Store of the Future   //   July 22, 2019  ■  3 min read

Hollister relaunches Gilly Hicks brand with a startup-style spin

Hollister is trying to resurrect an old brand by using a go-to startup retail strategy.

On Monday, it announced it was opening four pop-up stores for its once-defunct lingerie brand, Gilly Hicks. The revamped underwear and bra line is the ailing retailer’s attempt to target a younger demographic, as well as experiment with store formatting championed by scrappy brands.

Gilly Hicks first launched in 2008 and five years later closed all of its over-two dozen stores. Abercrombie & Fitch Co., Hollister’s parent company, reintroduced the brand once again in 2017, putting the items back in stores and online, citing increased customer demand. The rollout for Gilly Hicks stores over the last two years has been slow, but now the four new pop-up stores join two other standalone locations.

One new location of note is a BrandBox in Tysons, Virginia. This offshoot of the real estate developer Macerich gives predominately digitally native brands a physical space to experiment with in-store experiences in their malls. Macerich’s former evp and chief digital officer Kevin McKenzie told Digiday last March that BrandBox was a way to court burgeoning DTC brands. “We needed to get into that world, thinking about the store less as a traditional real estate play and more as an acquisition channel and a place to serve the customer,” he said.
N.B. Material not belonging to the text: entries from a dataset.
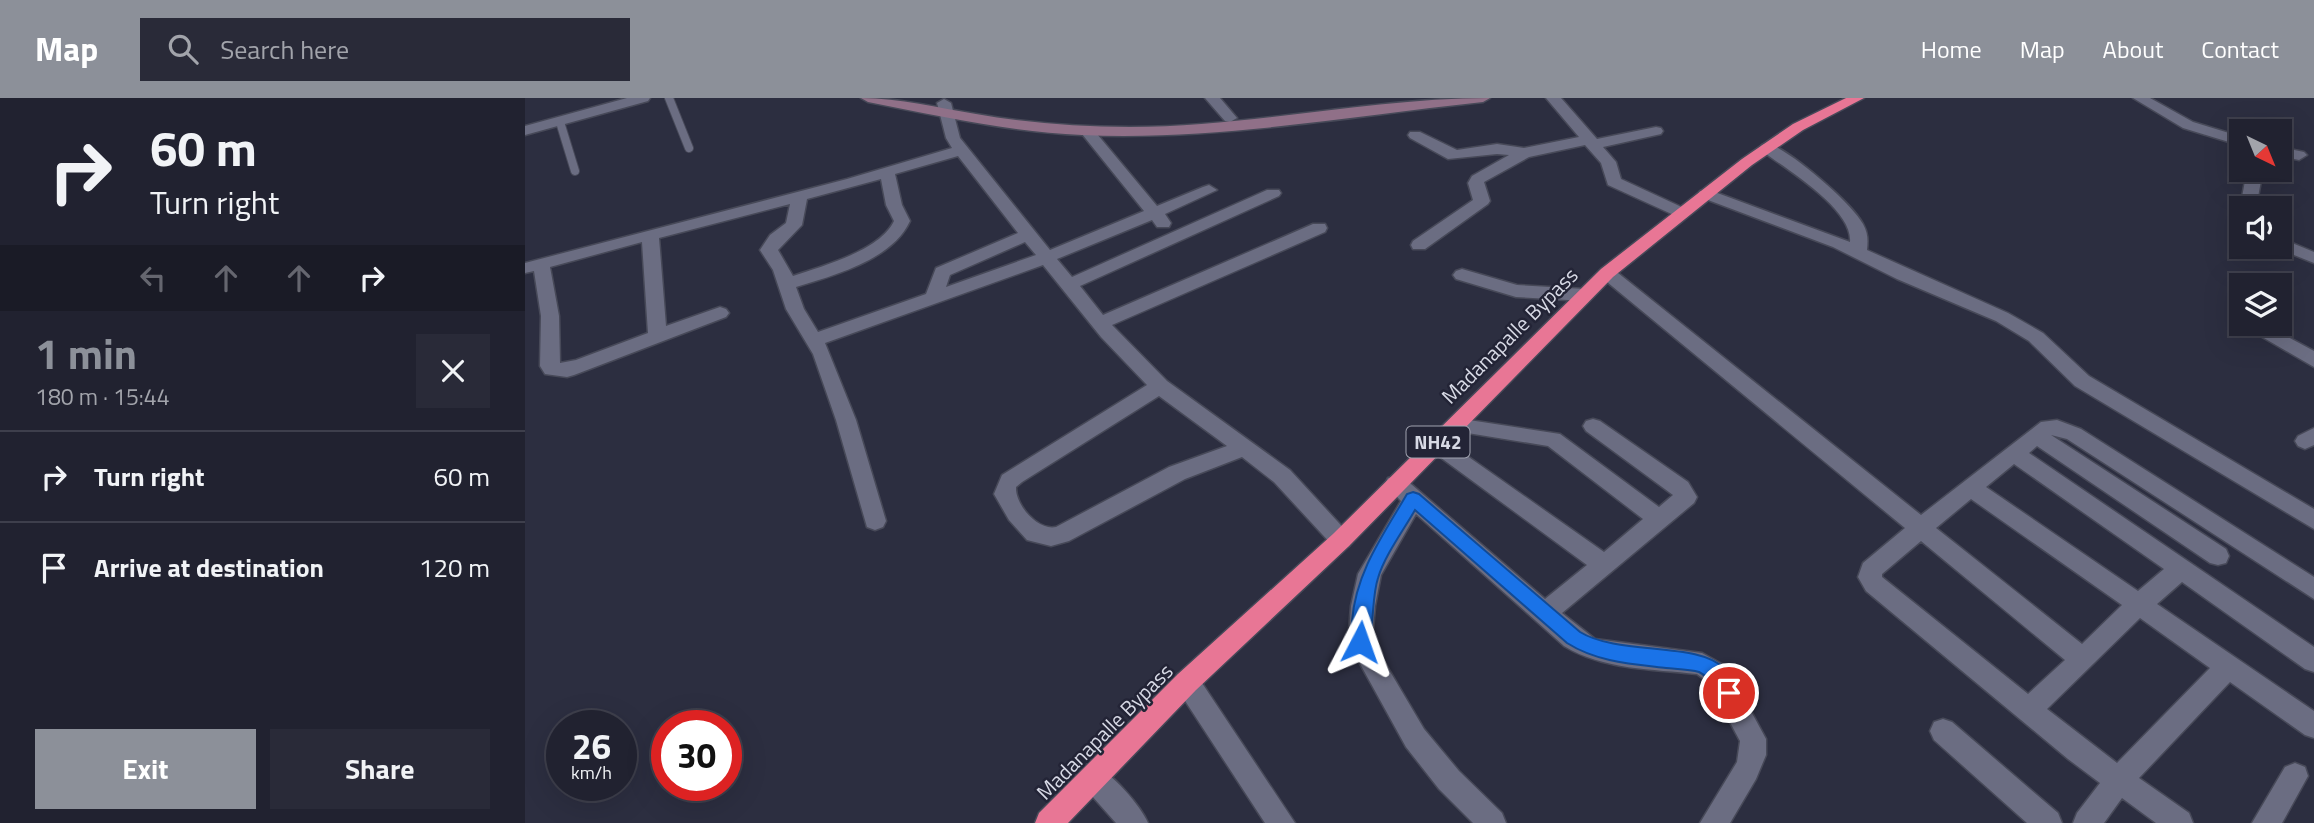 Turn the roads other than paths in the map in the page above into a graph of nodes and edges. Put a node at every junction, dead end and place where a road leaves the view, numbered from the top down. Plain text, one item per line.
1 (643, 98) edge
2 (669, 98) edge
3 (868, 98) edge
4 (914, 98) edge
5 (1212, 98) edge
6 (1396, 98) edge
7 (1483, 98) edge
8 (1553, 98) edge
9 (1857, 98) edge
10 (2140, 98) edge
11 (1458, 99) edge
12 (1832, 103) edge
13 (1417, 104) junction
14 (946, 107) junction
15 (1310, 114) junction
16 (1230, 118) junction
17 (560, 122) junction
18 (525, 131) edge
19 (1087, 131) junction
20 (1656, 131) dead end
21 (1415, 135) dead end
22 (2229, 138) edge
23 (1590, 142) junction
24 (689, 148) dead end
25 (1767, 148) junction
26 (962, 150) junction
27 (1524, 153) junction
28 (2293, 154) edge
29 (2299, 155) dead end
30 (575, 171) dead end
31 (887, 172) junction
32 (1209, 190) dead end
33 (1272, 193) dead end
34 (1706, 194) junction
35 (799, 196) junction
36 (1682, 213) junction
37 (1153, 214) junction
38 (1319, 228) dead end
39 (650, 234) junction
40 (1030, 234) junction
41 (1177, 236) junction
42 (1419, 245) dead end
43 (2292, 248) edge
44 (1858, 251) junction
45 (1048, 257) junction
46 (2314, 258) edge
47 (533, 266) edge
48 (1607, 274) junction
49 (1462, 275) dead end
50 (786, 284) junction
51 (1070, 284) junction
52 (1585, 295) junction
53 (935, 298) junction
54 (720, 313) dead end
55 (1100, 323) junction
56 (658, 336) junction
57 (2274, 336) edge
58 (814, 340) junction
59 (2314, 360) edge
60 (1160, 386) junction
61 (1456, 425) junction
62 (1593, 426) dead end
63 (2037, 436) junction
64 (1436, 444) junction
65 (1244, 448) junction
66 (2014, 453) junction
67 (1970, 487) junction
68 (1405, 492) junction
69 (1660, 520) junction
70 (2314, 520) edge
71 (876, 521) dead end
72 (1922, 529) junction
73 (1341, 540) junction
74 (2218, 556) dead end
75 (1605, 565) junction
76 (2180, 570) junction
77 (2314, 589) edge
78 (2137, 605) junction
79 (1545, 613) junction
80 (2083, 660) junction
81 (2314, 661) edge
82 (2227, 667) junction
83 (1188, 682) junction
84 (2028, 710) junction
85 (2314, 726) edge
86 (1943, 731) dead end
87 (2295, 776) dead end
88 (1094, 778) junction
89 (2119, 780) junction
90 (1049, 823) edge
91 (1134, 823) edge
92 (1281, 823) edge
93 (1492, 823) edge
94 (1714, 823) edge
95 (2047, 823) edge
96 (2087, 823) edge
97 (2179, 823) edge
98 (2266, 823) edge

1 - 17 street
2 - 24 lane
3 - 14 street
4 - 14 street
5 - 16 street
6 - 13 street
7 - 11 street
8 - 23 street
9 - 12 highway, Madanapalle Bypass / NH42
10 - 22 street
11 - 13 street
12 - 25 highway, Madanapalle Bypass / NH42
13 - 15 street
14 - 16 street
14 - 19 street
14 - 26 street
15 - 16 street
15 - 19 street
17 - 18 street
17 - 30 lane
19 - 37 street
20 - 23 street
21 - 27 street
23 - 27 street
23 - 36 street
25 - 34 highway, Madanapalle Bypass / NH42
25 - 44 street
26 - 31 street
26 - 40 street
27 - 42 street
28 - 29 street
31 - 35 street
31 - 50 street
32 - 37 street
33 - 41 street
34 - 36 highway, Madanapalle Bypass / NH42
34 - 44 street
35 - 39 street
35 - 50 street
36 - 48 highway, Madanapalle Bypass / NH42
37 - 41 street
37 - 45 street
38 - 55 street
39 - 47 street
39 - 56 street
40 - 45 street
40 - 53 street
41 - 51 street
43 - 46 street
44 - 70 street
45 - 51 street
45 - 53 street
47 - 56 street
48 - 52 highway, Madanapalle Bypass / NH42
48 - 72 street
49 - 52 street
50 - 58 street
51 - 55 street
52 - 61 highway, Madanapalle Bypass / NH42
53 - 58 street
54 - 56 street
55 - 60 street
57 - 59 street
58 - 71 street
60 - 65 street
60 - 65 street
61 - 64 highway, Madanapalle Bypass / NH42
61 - 69 street
62 - 69 street
63 - 66 street
63 - 74 street
63 - 77 street
64 - 68 highway, Madanapalle Bypass / NH42
64 - 75 street
65 - 73 street
66 - 67 street
66 - 76 street
67 - 72 street
67 - 78 street
68 - 73 highway, Madanapalle Bypass / NH42
68 - 79 street
68 - 93 street
69 - 75 street
72 - 80 street
72 - 84 street
73 - 83 highway, Madanapalle Bypass / NH42
75 - 79 street
76 - 78 street
76 - 81 street
78 - 80 street
78 - 82 street
79 - 94 street
80 - 84 street
82 - 85 street
82 - 89 street
83 - 88 highway, Madanapalle Bypass / NH42
83 - 92 street
84 - 89 street
86 - 95 street
87 - 98 street
88 - 90 highway, Madanapalle Bypass / NH42
88 - 91 street
89 - 96 street
89 - 97 street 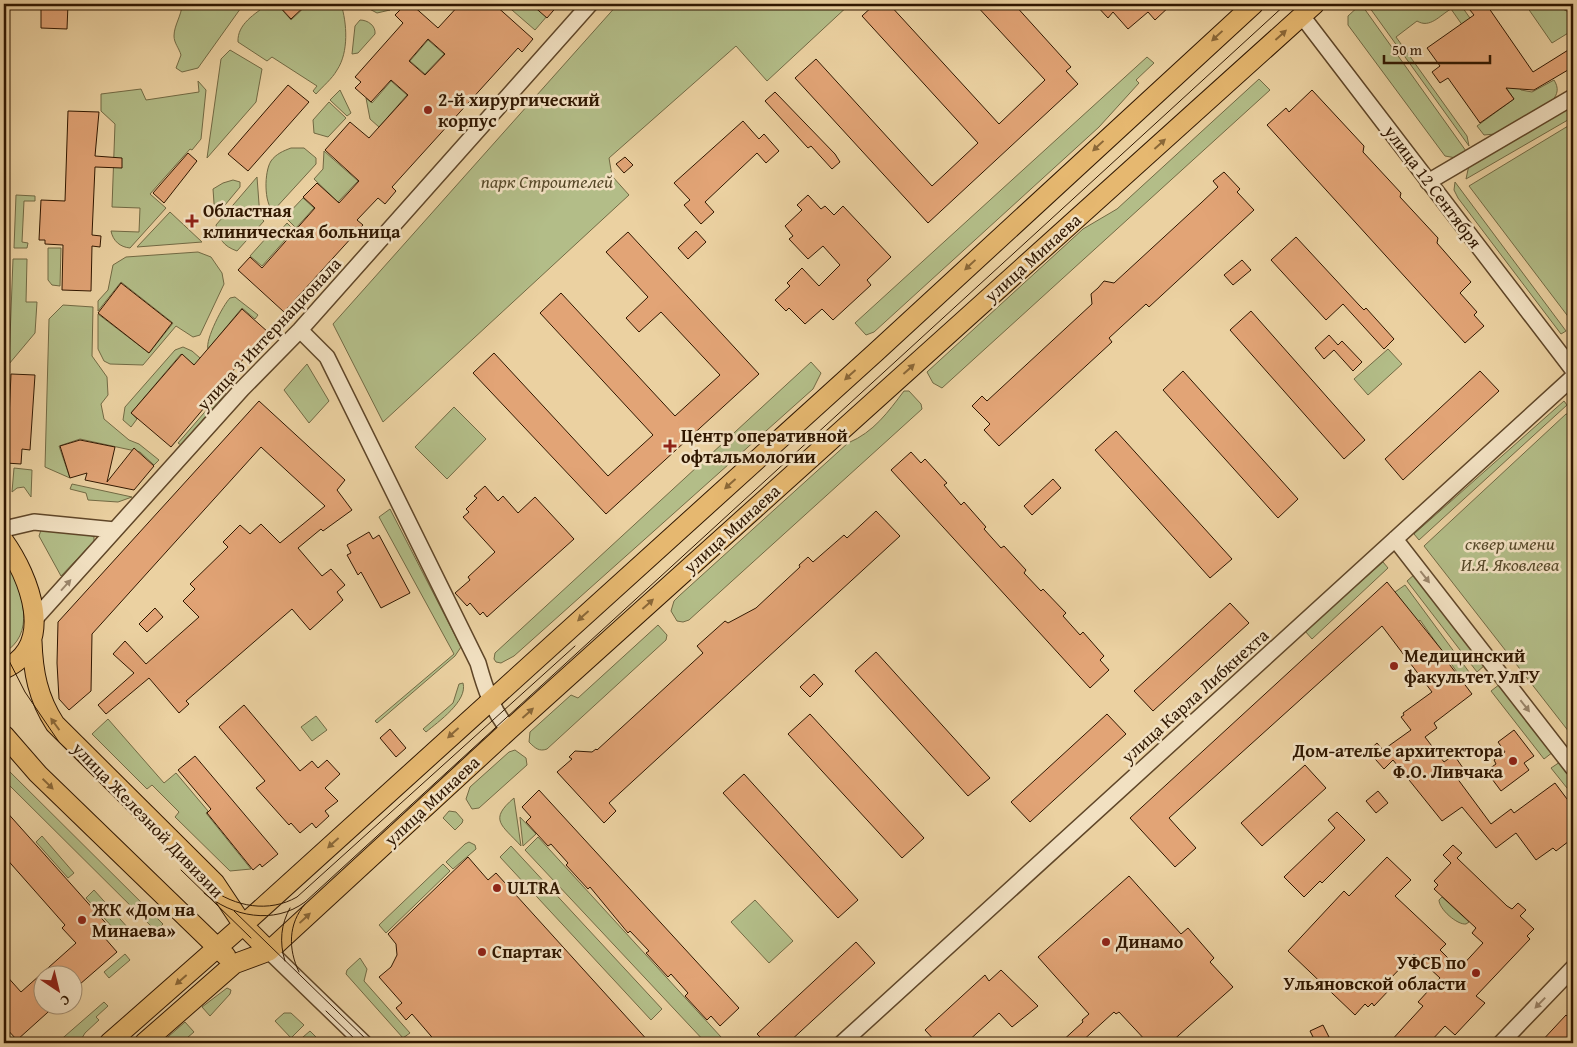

But Hollister is turning this strategy on its head with the Gilly Hicks pop-ups. Instead of being a scrappy online startup testing out physical retail, the 19-year-old retailer is aligning itself with a burgeoning slate of DTC companies as a way to give itself a new kind of brand cachet.

For both Macerich and Hollister, new programming is integral to staying culturally relevant. In Hollister’s case, the move is to experiment with smaller store formats to attract new customers — as well as avoid expensive large-scale real estate and pricy multi-year leases. Macerich, on the other hand, is trying to stay nimble as malls evolve. Traditional retailers have seen flagging sales and increased store closures, as Glossy recently reported, and real estate companies in turn have had to figure out ways to reinvent their spaces for the next wave of retail businesses.

According to Melissa Gonzalez, chief pop-up architect of the consultancy the Lionesque Group, these new Hollister pop-ups are a smart way to approach the brand relaunch. Gilly Hicks, she said, “is pulling itself forward, outside of Hollister.” Instead of being a big-format store, similar to its parent company, the lingerie brand is doing something more boutiquey, “where customers are immersed in the brand’s story.” In that sense, Gonzalez said, “it makes sense–if they want [the brand] to be reinvigorated.”

Small pop-up spaces provide the opportunity to do new sorts of branding and programming. “They might lean into things like having an influencer night,” Gonzalez said.

This move is part of Abercrombie & Fitch’s new overall strategy toward smaller, more intimate retail experiences. According to its press release, the company plans to open more Gilly Hicks spaces and “carveouts” as the year progresses.

The relaunch hopes to help reinvigorate business, which has been soft of late. At its most recent quarterly earnings report, Abercrombie & Fitch Co. reported a $19.2 million loss (down from the year’s loss, which was $42.5 million). Hollister specifically only reported 2% growth in same-store sales, which missed analyst expectations. The company’s stock price has been suffering for the last many months.

As big retailers attempt to change course with the shifting tides, expect to see more examples like this Gilly Hicks reboot. It will, however, have to compete with an ever-crowding playing field — especially in the retail space. Bonafide digitally native brands like ThirdLove, for example, are forgoing the online-only sales model and opening up their brick-and-mortar locations.

This, explained Gonzalez, is in line with current brick and mortar trends. “Small format retail is where consumers are gravitating to,” she said.